Open pmuellr opened 1 month ago
Pinging @elastic/response-ops (Team:ResponseOps)
Thinking about this for a minute, we should have seen some kind of indication of rules NOT running on time, since these presumably weren't. I didn't investigate that. Would be interesting to see what we're capturing for that, and if it did capture the rule delay.
Slack thread with some additional specific info: https://elastic.slack.com/archives/C05MZ28B0BA/p1723057045465409
Some other errors labeled as framework but that should be user; note these are the exact strings I searched for and found them to be tagged "framework-error".
circuit_breaking_exception
missing shards
no_shard_available_action_exception
unable to authenticate
Pinging @elastic/security-detections-response (Team:Detections and Resp)
Moving to security as this will require changes to the executor.

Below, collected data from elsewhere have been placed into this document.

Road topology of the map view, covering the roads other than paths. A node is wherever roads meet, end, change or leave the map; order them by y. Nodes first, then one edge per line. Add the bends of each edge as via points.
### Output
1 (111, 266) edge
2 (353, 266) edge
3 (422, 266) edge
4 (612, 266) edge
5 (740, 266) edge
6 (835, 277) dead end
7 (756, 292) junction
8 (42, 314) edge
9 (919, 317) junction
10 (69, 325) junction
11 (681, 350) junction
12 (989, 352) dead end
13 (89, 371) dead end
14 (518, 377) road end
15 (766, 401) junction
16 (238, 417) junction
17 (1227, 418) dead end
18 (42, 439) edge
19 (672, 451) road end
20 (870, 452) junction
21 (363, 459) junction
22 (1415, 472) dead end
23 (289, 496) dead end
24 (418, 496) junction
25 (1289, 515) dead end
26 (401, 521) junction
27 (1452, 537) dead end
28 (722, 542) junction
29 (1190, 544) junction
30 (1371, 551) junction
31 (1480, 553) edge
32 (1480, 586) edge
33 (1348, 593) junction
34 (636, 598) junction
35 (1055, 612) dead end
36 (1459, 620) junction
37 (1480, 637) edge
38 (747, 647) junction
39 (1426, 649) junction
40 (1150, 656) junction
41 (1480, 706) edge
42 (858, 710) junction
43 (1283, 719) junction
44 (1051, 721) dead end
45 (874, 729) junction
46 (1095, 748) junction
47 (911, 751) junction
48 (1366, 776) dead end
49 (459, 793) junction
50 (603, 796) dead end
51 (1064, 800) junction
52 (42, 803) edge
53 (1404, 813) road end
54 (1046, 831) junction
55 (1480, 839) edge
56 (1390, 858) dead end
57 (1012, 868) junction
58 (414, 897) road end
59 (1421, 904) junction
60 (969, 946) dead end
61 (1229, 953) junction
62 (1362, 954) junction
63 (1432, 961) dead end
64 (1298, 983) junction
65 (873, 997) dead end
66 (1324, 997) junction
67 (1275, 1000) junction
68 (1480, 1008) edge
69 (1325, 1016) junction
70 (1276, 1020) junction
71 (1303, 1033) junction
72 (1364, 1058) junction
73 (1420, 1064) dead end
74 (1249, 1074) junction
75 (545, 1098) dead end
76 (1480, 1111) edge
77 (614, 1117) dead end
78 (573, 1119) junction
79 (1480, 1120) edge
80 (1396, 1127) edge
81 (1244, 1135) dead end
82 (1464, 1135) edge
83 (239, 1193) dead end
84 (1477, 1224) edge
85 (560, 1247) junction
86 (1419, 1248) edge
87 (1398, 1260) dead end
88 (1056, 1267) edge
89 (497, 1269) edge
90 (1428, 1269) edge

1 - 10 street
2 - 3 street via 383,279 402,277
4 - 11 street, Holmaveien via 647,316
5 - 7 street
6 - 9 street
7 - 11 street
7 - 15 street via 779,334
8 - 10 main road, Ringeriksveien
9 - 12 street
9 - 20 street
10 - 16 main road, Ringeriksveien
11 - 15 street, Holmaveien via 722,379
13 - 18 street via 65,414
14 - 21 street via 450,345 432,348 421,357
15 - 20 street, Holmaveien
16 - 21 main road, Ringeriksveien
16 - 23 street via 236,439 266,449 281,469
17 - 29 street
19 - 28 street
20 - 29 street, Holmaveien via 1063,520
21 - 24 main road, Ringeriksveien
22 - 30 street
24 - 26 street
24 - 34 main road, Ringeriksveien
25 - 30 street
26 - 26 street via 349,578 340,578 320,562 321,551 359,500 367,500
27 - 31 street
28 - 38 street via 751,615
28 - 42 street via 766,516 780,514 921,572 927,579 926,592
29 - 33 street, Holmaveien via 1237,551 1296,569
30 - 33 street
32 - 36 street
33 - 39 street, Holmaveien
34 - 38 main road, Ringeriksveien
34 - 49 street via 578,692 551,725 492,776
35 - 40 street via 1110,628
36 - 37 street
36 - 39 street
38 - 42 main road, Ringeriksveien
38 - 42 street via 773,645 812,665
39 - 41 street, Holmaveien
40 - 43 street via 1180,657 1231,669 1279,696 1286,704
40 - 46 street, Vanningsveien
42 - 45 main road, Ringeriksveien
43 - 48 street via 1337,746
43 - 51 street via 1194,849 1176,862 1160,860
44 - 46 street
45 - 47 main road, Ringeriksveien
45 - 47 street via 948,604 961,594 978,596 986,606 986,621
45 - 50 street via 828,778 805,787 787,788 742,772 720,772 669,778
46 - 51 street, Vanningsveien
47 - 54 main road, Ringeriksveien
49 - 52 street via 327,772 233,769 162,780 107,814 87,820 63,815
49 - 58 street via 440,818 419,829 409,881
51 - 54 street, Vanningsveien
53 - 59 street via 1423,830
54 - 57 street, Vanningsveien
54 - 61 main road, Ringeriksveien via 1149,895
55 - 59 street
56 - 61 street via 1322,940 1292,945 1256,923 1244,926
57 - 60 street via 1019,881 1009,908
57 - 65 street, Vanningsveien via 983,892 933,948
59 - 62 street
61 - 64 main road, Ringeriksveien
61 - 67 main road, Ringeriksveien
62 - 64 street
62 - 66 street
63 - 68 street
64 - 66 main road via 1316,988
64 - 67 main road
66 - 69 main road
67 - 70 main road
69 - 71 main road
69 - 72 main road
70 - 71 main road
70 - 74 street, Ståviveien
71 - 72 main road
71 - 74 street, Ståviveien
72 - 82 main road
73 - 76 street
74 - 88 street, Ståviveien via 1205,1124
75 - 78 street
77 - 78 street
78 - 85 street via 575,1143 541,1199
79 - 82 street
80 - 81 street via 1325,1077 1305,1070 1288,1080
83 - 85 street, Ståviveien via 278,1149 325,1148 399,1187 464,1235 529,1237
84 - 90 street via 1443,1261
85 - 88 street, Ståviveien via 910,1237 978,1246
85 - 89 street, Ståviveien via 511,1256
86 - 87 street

We recently saw a number of messages from SIEM rules, presumably from some deployments/projects under stress:
Executing Rule siem.eqlRule:{{rule-id}} has resulted in the following error(s): 21 minutes (1256420ms) were not queried between this rule execution and the last execution, so signals may have been missed. Consider increasing your look behind time or adding more Kibana instances,21 minutes (1256420ms) were not queried between this rule execution and the last execution, so signals may have been missed. Consider increasing your look behind time or adding more Kibana instances
These feel like user error, but are counted as framework errors. I think if the reason the rule is hitting this is performance reasons, we'll be getting signals elsewhere indicating the problem. I don't think these need to be counted as framework errors for that reason, anyway.